Search the records below for "above" and copy every line it turns up in.

### MATERIAL SUPPLIED:
★ ★ ★ ★ ★
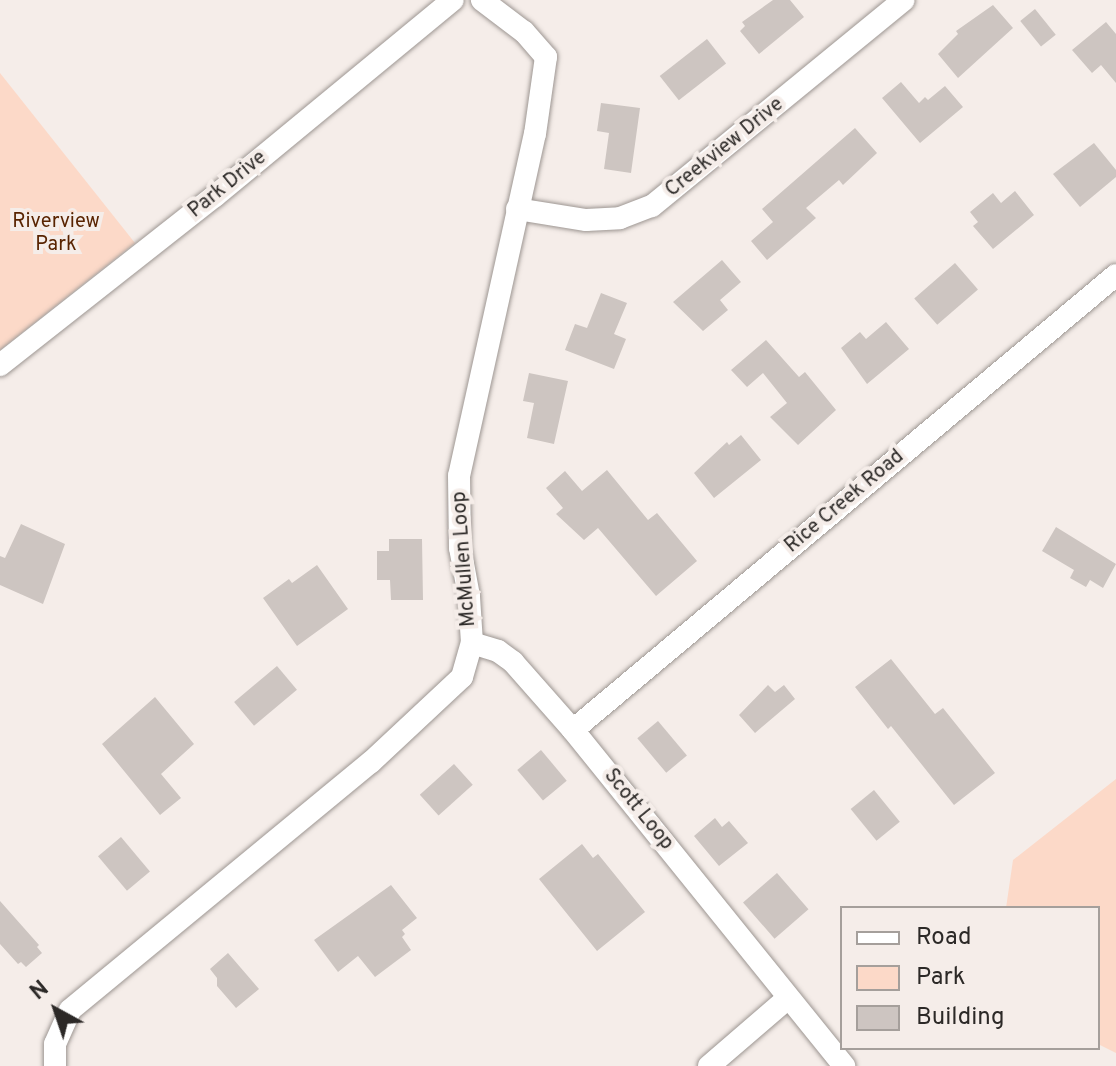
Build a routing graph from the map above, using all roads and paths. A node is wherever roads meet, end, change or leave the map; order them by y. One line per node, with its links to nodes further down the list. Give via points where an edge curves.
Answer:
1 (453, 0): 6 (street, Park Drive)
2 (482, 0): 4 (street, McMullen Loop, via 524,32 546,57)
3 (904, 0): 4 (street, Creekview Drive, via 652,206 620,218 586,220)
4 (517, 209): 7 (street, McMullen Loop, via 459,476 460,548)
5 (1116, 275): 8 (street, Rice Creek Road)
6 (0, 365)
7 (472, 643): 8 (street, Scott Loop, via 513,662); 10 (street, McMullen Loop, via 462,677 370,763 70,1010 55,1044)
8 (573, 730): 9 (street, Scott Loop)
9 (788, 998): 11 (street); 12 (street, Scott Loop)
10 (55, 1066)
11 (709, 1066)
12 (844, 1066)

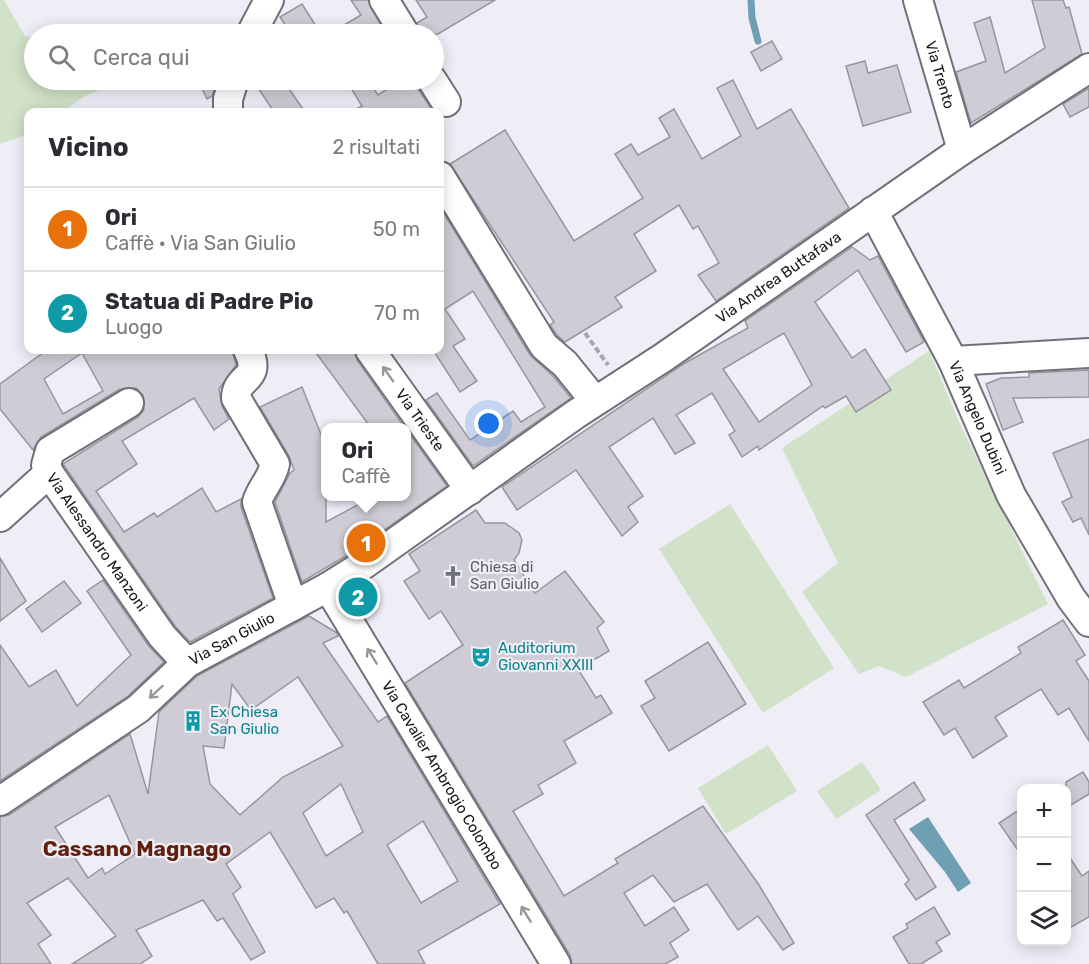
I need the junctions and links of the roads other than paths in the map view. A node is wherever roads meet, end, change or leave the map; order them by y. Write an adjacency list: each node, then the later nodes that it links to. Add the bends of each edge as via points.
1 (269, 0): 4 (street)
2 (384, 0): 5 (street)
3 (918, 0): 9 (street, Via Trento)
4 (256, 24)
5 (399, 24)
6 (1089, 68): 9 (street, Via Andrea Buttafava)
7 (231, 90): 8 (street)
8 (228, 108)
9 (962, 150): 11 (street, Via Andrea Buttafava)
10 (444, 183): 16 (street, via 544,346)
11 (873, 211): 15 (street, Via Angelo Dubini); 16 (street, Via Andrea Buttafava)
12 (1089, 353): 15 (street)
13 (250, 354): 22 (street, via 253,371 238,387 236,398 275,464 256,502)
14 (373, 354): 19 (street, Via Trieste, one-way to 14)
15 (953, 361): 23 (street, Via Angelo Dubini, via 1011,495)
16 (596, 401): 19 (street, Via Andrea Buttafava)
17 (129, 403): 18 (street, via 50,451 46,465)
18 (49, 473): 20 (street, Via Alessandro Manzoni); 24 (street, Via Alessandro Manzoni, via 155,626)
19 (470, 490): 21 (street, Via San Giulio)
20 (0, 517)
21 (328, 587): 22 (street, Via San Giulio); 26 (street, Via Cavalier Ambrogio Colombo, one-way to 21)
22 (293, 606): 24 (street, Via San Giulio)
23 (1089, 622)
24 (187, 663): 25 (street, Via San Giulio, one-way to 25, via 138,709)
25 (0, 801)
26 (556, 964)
★ ★ ★ ★ ★
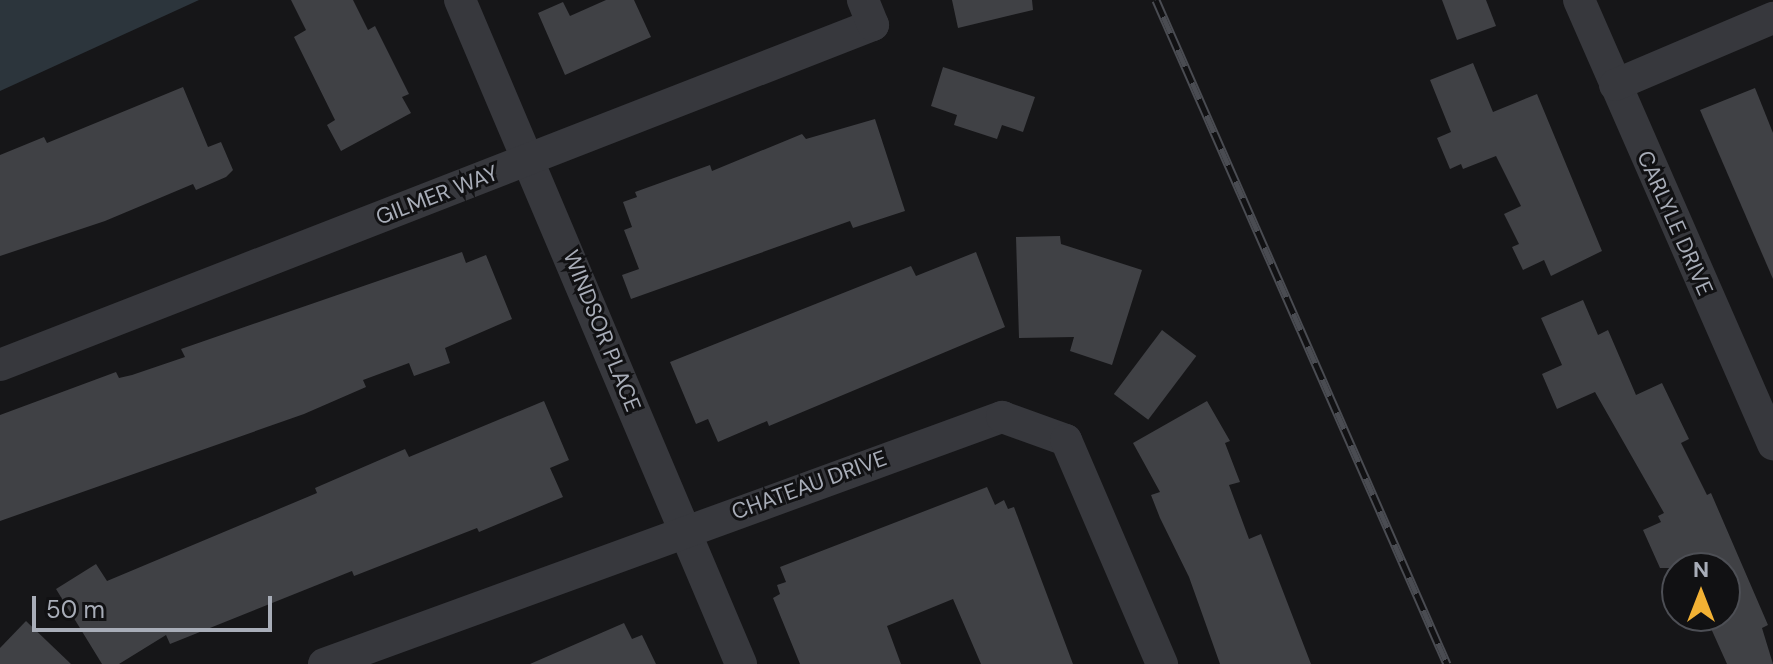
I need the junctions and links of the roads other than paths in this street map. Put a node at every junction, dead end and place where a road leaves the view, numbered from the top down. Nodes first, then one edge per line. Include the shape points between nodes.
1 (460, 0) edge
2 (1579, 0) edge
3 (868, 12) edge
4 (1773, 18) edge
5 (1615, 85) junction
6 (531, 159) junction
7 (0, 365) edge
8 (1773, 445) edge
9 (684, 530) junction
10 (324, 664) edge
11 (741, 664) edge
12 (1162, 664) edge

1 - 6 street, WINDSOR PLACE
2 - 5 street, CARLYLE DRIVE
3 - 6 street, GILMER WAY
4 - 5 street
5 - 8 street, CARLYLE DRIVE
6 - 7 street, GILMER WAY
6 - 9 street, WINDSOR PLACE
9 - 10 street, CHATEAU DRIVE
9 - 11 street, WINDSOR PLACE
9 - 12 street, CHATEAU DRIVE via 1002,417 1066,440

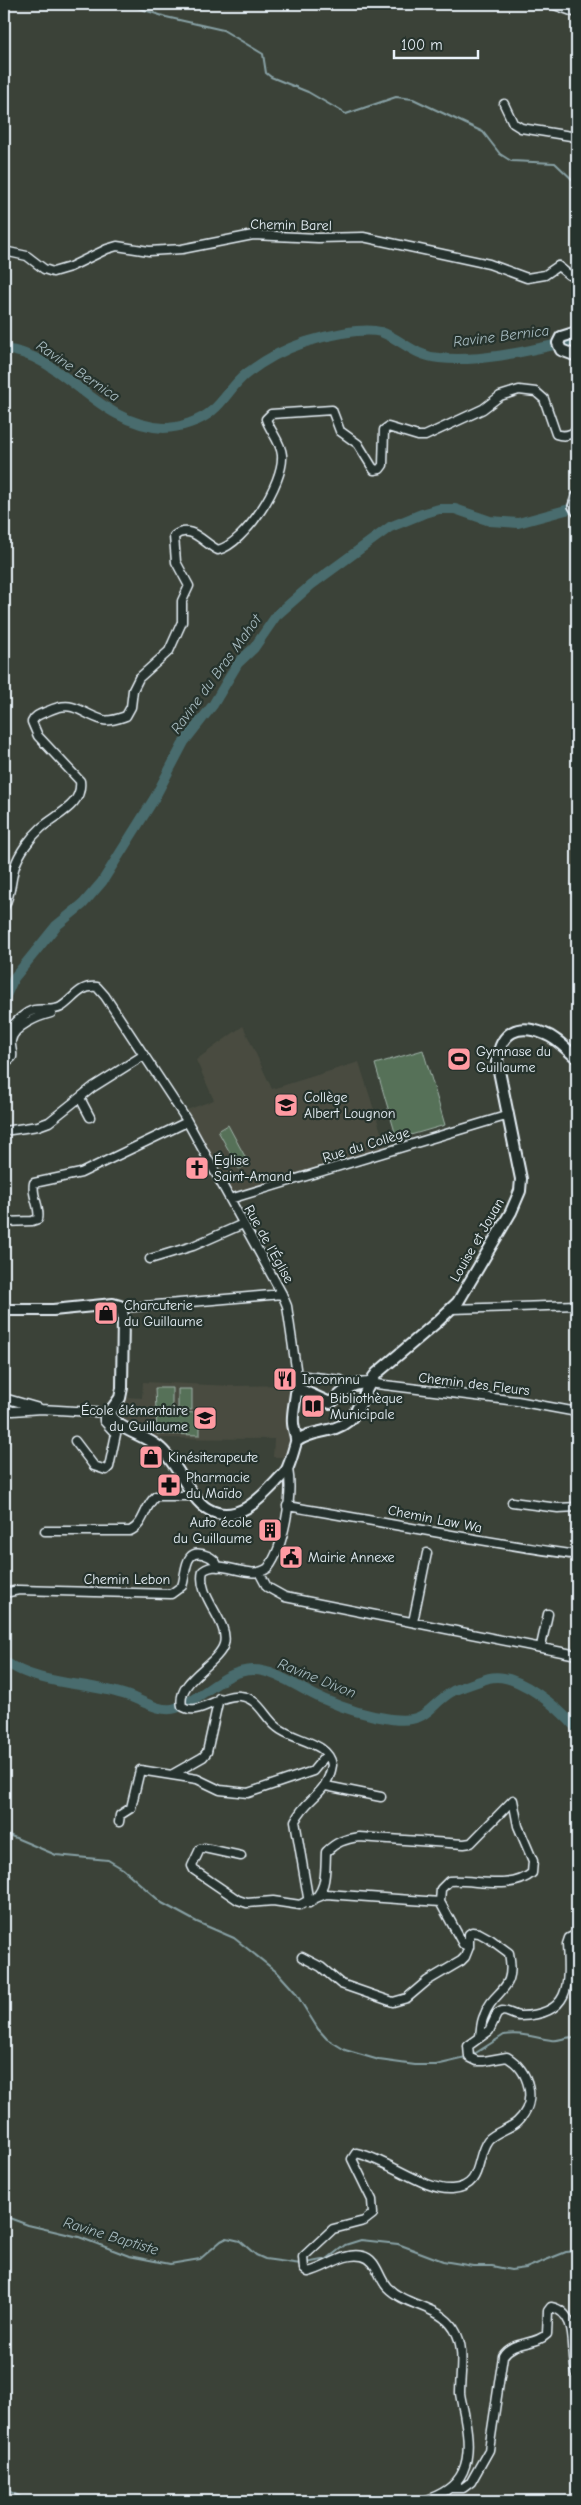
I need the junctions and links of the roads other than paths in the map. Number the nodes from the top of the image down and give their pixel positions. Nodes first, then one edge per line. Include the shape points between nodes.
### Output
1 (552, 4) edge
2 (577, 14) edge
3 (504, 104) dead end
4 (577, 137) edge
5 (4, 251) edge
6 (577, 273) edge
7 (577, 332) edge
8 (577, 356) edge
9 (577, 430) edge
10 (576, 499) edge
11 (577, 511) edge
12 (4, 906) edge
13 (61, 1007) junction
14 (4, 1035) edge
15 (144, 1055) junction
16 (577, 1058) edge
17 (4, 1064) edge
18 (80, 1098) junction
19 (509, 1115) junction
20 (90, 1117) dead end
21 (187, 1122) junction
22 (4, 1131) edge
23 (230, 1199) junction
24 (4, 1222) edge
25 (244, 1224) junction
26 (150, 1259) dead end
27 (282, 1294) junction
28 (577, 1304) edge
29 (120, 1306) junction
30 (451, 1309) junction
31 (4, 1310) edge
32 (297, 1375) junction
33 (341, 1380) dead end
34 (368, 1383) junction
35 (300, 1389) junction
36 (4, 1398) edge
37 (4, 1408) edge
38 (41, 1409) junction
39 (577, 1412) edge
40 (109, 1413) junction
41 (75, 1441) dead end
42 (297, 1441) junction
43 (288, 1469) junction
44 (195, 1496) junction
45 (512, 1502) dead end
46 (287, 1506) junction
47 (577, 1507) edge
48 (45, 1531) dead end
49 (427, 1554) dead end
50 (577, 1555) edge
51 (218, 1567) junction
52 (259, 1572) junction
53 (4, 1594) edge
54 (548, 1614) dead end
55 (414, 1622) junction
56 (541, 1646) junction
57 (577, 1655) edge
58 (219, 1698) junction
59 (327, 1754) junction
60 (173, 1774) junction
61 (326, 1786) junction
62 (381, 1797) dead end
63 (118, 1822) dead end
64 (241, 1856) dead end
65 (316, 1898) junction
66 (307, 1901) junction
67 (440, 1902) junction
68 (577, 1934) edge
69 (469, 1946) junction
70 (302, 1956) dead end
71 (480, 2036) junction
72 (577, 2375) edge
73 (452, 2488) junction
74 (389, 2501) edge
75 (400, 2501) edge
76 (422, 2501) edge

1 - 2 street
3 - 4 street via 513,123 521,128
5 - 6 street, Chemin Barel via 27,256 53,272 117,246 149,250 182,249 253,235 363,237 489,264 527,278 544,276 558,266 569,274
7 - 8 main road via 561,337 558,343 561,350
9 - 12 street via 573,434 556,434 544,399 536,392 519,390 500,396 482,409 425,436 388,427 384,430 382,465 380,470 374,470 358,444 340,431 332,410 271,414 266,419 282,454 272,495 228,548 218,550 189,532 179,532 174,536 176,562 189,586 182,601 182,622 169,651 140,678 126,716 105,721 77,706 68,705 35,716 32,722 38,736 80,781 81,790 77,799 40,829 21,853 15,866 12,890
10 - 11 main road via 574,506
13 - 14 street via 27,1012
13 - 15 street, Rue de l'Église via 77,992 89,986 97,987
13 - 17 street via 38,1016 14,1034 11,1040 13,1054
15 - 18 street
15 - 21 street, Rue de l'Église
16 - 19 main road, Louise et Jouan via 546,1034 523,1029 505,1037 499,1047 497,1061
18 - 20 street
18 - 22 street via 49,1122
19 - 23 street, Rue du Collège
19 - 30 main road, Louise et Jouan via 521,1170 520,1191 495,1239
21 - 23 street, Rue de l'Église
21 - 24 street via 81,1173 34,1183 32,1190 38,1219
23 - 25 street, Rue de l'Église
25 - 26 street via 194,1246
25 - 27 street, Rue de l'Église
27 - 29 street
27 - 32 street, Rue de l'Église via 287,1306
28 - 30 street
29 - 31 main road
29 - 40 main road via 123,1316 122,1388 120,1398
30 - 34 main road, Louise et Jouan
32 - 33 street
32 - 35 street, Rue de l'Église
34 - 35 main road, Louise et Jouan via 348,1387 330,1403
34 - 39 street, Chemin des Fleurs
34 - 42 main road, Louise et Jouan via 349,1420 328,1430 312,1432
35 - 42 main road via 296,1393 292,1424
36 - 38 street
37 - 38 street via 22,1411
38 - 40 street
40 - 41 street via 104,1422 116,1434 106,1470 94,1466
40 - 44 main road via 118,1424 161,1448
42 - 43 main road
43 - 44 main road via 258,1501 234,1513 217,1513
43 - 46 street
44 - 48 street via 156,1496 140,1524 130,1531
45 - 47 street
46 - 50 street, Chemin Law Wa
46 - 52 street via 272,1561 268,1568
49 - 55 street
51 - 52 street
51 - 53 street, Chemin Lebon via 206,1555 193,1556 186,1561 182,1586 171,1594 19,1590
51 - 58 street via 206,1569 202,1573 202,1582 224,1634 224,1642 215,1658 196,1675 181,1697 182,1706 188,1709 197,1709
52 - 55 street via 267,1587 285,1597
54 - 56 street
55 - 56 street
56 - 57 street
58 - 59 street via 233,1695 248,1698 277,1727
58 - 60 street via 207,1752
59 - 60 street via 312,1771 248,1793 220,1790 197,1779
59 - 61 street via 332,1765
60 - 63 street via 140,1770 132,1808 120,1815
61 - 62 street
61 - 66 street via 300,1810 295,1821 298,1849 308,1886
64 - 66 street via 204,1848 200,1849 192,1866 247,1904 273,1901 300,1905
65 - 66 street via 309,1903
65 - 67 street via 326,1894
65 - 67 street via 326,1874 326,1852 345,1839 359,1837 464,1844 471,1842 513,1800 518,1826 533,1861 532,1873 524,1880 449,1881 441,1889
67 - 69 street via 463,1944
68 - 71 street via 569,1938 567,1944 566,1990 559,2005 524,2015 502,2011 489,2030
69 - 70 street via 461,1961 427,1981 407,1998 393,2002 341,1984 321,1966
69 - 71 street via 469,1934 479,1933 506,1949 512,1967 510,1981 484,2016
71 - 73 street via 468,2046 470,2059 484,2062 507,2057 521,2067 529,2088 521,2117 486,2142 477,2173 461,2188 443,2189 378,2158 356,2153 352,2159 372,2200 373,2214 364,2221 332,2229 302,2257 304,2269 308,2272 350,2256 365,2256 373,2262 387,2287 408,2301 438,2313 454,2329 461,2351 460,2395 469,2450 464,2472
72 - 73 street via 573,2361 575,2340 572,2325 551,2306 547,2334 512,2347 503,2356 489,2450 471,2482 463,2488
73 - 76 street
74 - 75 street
★ ★ ★ ★ ★
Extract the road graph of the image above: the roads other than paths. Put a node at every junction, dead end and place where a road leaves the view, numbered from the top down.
★ ★ ★ ★ ★
### YOUR SOLUTION:
Build a routing graph from the map above, using all roads and paths. A node is wherever roads meet, end, change or leave the map; order them by y. One line per node, with its links to nodes further down the list. Give via points where an edge curves.
Extract the road graph of the image above: the roads other than paths. Put a node at every junction, dead end and place where a road leaves the view, numbered from the top down.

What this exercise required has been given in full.